E non poteva mancare nemmeno la satira contro la Lega, “la decadenza del paese non è solo fisica, ma anche morale”, corna, spada e scudo da vichingo urlando “noi della Lega”: un clan di buzzurri ignoranti, in cui quello che è ministro alla Cultura ha soltanto il diploma di scuola superiore preso a 38 anni, creature mitiche si aggirano furtive e la Sicilia è come la terra dei Feaci, lontana realtà verso cui, su una nave del partito, il gruppo inferocito di “leghisti-vichingi” si avventa per ricacciare indietro i clandestini. Puro divertimento.
 
Attacco anche per la Chiesa, retta da papi all’avanguardia: un papa donna, un papa minorenne che manda omelie via sms e anche un papa giamaicano. A quest’ultimo Covatta ha fatto leggere un divertentissimo e dissacrante vangelo in cui Gesù e gli apostoli fumati e ubriachi ripercorrono i luoghi sacri della religione.
 
Un Lazzaro completamente finito, barcolla vicino al Giordano e Cristo, per tirarlo su, gli rivolge la famosa frase “alzati e cammina”, per ben più terreni motivi.
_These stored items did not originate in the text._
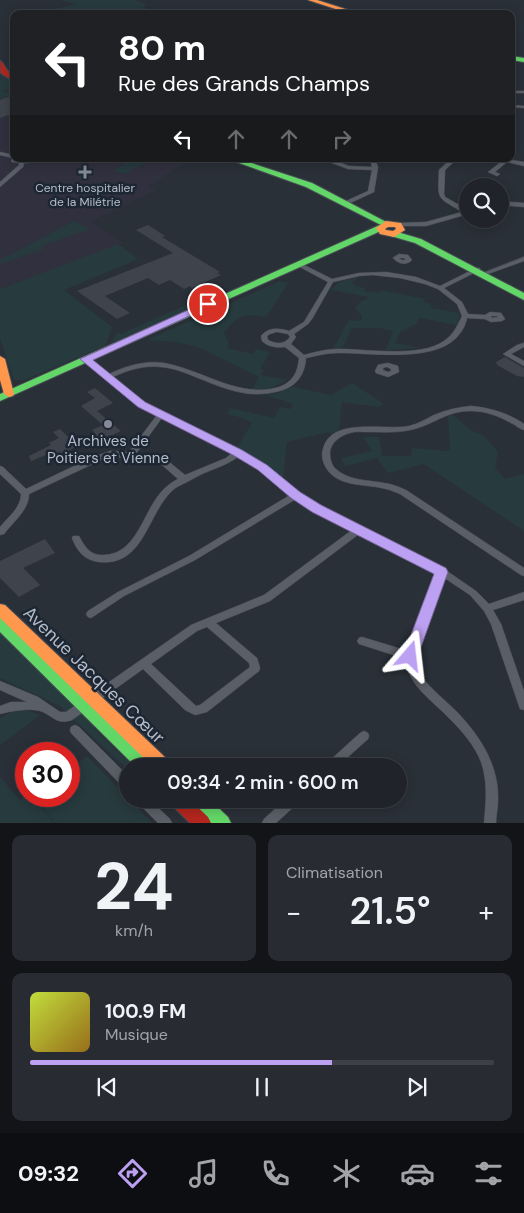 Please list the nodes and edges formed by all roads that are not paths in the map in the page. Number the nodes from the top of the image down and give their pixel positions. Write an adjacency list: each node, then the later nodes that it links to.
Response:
1 (311, 0): 2 (street)
2 (345, 10)
3 (14, 162): 10 (street)
4 (25, 162): 10 (street)
5 (241, 162): 14 (street)
6 (334, 162): 11 (street)
7 (373, 162): 11 (street)
8 (451, 162): 17 (street)
9 (505, 162): 12 (street)
10 (22, 163): 13 (street)
11 (374, 169): 14 (street)
12 (497, 174)
13 (0, 185)
14 (346, 203): 19 (street)
15 (509, 204): 16 (street)
16 (524, 205)
17 (459, 207)
18 (459, 214): 19 (street)
19 (391, 229): 22 (street); 23 (street)
20 (524, 260): 23 (street)
21 (402, 262): 24 (street)
22 (298, 264): 25 (street); 37 (street)
23 (479, 271): 26 (street); 27 (street); 28 (street)
24 (397, 274): 25 (street); 26 (street)
25 (331, 282): 31 (street)
26 (440, 288): 29 (street)
27 (524, 292)
28 (524, 297)
29 (465, 316): 30 (street); 34 (street)
30 (487, 317)
31 (290, 333): 32 (street); 32 (street)
32 (286, 344): 35 (street)
33 (524, 345): 38 (street)
34 (386, 353): 35 (street); 39 (street)
35 (303, 357): 40 (street)
36 (0, 359): 41 (street)
37 (86, 359): 40 (street); 41 (street)
38 (524, 364)
39 (388, 365)
40 (108, 377): 42 (street)
41 (3, 394)
42 (161, 414): 44 (street); 45 (street)
43 (524, 428): 54 (street)
44 (238, 453): 47 (street); 49 (street)
45 (131, 455): 47 (street); 48 (street)
46 (0, 469): 48 (street)
47 (186, 480): 52 (street)
48 (24, 493): 51 (street)
49 (296, 495): 50 (street); 58 (street)
50 (358, 530): 53 (street); 59 (street)
51 (1, 532)
52 (76, 538)
53 (441, 572): 56 (street); 62 (street)
54 (524, 573)
55 (524, 596): 56 (street)
56 (487, 608): 66 (street)
57 (0, 609): 65 (street, Avenue Jacques Cœur)
58 (91, 614)
59 (208, 622): 63 (street); 63 (street)
60 (0, 624): 65 (street, Avenue Jacques Cœur)
61 (362, 641): 62 (street)
62 (410, 656): 83 (street)
63 (144, 664): 65 (street)
64 (0, 685): 67 (street)
65 (90, 702): 67 (street); 71 (street, Avenue Jacques Cœur); 72 (street, Avenue Jacques Cœur)
66 (524, 706)
67 (46, 707): 68 (street)
68 (0, 710)
69 (75, 730): 74 (street)
70 (364, 736): 73 (street)
71 (139, 758)
72 (155, 758)
73 (340, 758)
74 (119, 775)
75 (151, 808): 79 (street)
76 (187, 808): 80 (street)
77 (206, 808): 81 (street)
78 (284, 808): 82 (street)
79 (166, 823)
80 (202, 823)
81 (222, 823)
82 (268, 823)
83 (490, 823) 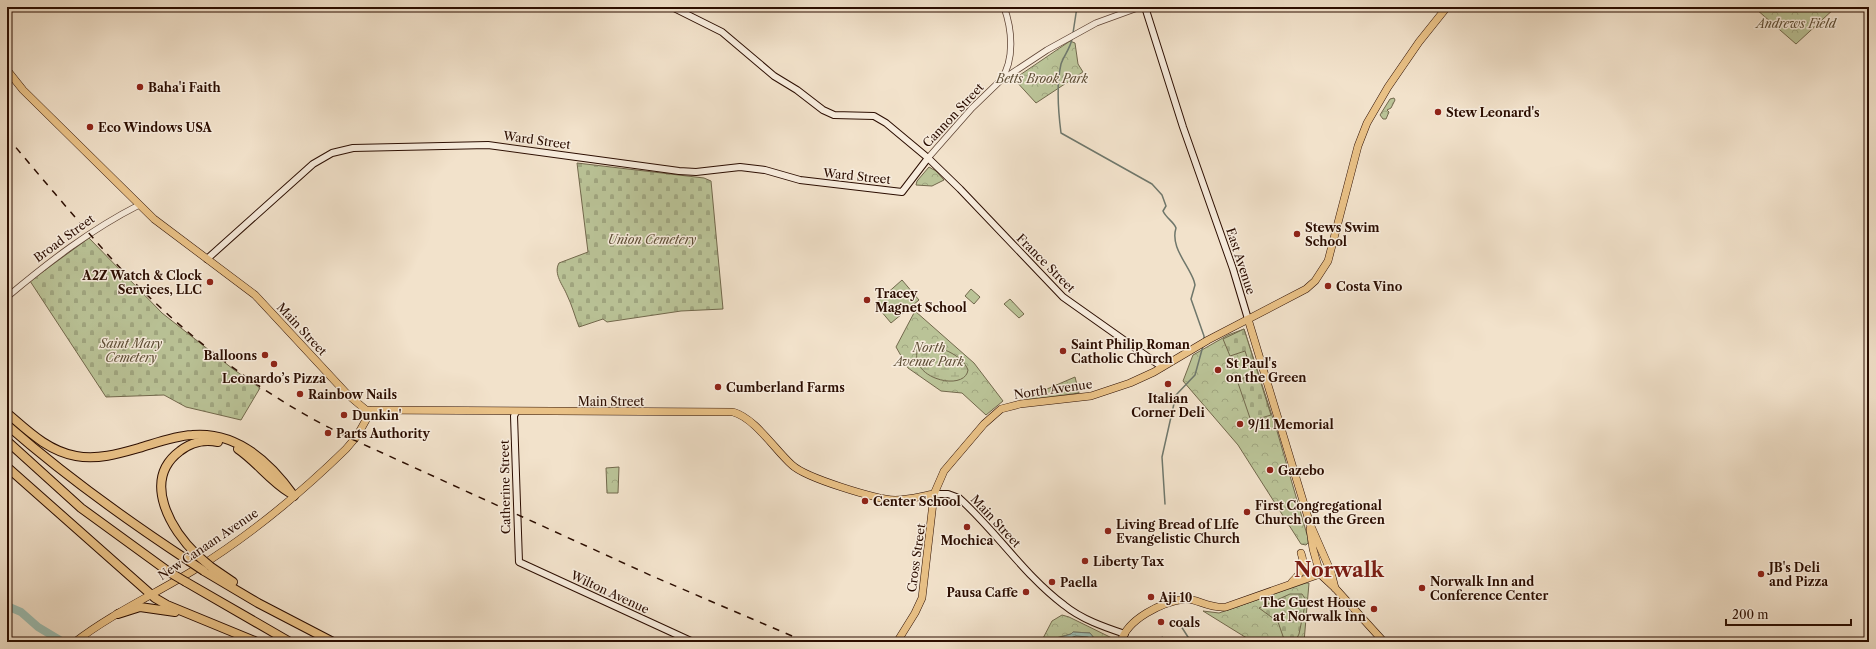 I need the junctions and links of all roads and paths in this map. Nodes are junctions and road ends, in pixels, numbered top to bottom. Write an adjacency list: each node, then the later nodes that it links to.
1 (672, 7): 8 (main road, France Street)
2 (1004, 7): 7 (street)
3 (1140, 7): 7 (street, Cannon Street)
4 (1145, 7): 12 (main road, East Avenue)
5 (1447, 7): 12 (main road, North Avenue)
6 (7, 70): 9 (main road, Main Street)
7 (1000, 82): 8 (street, Cannon Street)
8 (928, 158): 10 (main road, Ward Street); 13 (main road, France Street)
9 (139, 205): 10 (main road, Main Street); 11 (street, Broad Street)
10 (207, 259): 14 (main road, Main Street)
11 (7, 296)
12 (1248, 319): 13 (main road, North Avenue); 22 (main road, East Avenue)
13 (1162, 367): 20 (main road, North Avenue)
14 (371, 411): 15 (main road, Main Street); 21 (main road, New Canaan Avenue)
15 (516, 412): 20 (main road, Main Street); 25 (main road, Catherine Street)
16 (7, 413): 21 (highway)
17 (7, 425): 26 (highway, bridge)
18 (7, 441): 36 (highway, bridge)
19 (7, 467): 30 (highway)
20 (934, 494): 33 (main road, Main Street); 39 (main road, Cross Street)
21 (294, 496): 26 (highway, bridge); 30 (main road, New Canaan Avenue)
22 (1310, 524): 23 (main road, East Avenue); 27 (main road, East Avenue)
23 (1320, 546): 27 (main road, East Avenue); 29 (main road, East Avenue)
24 (1301, 553): 28 (main road)
25 (519, 562): 38 (main road, Wilton Avenue)
26 (208, 569): 37 (highway)
27 (1320, 574): 28 (main road); 29 (main road, East Avenue)
28 (1290, 584): 33 (main road)
29 (1335, 588): 40 (main road, East Avenue)
30 (151, 595): 31 (main road, New Canaan Avenue); 32 (highway)
31 (118, 614): 32 (highway); 34 (main road, New Canaan Avenue)
32 (198, 619): 35 (highway)
33 (1123, 638)
34 (76, 641)
35 (257, 642)
36 (290, 642)
37 (333, 642)
38 (692, 642)
39 (897, 642)
40 (1384, 642)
Da una nuvola Dio con i dread e un cannone “biblico” si rivolge a suo figlio e a una società dove, in definitiva, niente e rimasto uguale, tutto ha perso senso e può essere facilmente deriso: questo il significato dello show.
 
Anche la raccolta differenziata entra nella Bibbia, il problema dei rifiuti in Campania, dei camion di sostanze radioattive smaltite in Somalia, fa intervenire un dio ambientalista che rivela al napoletano di turno che “a Caserta ce stanno assai figli di zoc…la, a Verona assai figli di zoc…la e pure a Mogadiscio ci stanno assai figli di zoc..la”, con la conclusione che la produzione di immondizia è molto più redditizia del suo smaltimento e quindi è responsabile il mercato prima della Camorra.
 
La conclusione ancora in mano ai Sale che Chiodato, che hanno cantato le loro bellissime romanze del Cd Troppo vero e sincero per finire, tra cui la toccante canzone Aviatore di Atlanti composta da Paolo Rosati in ricordo di suo padre e della sua infanzia: straordinaria fine di una serata piacevolissima e di un mix tra musica e comicità davvero ben riuscito.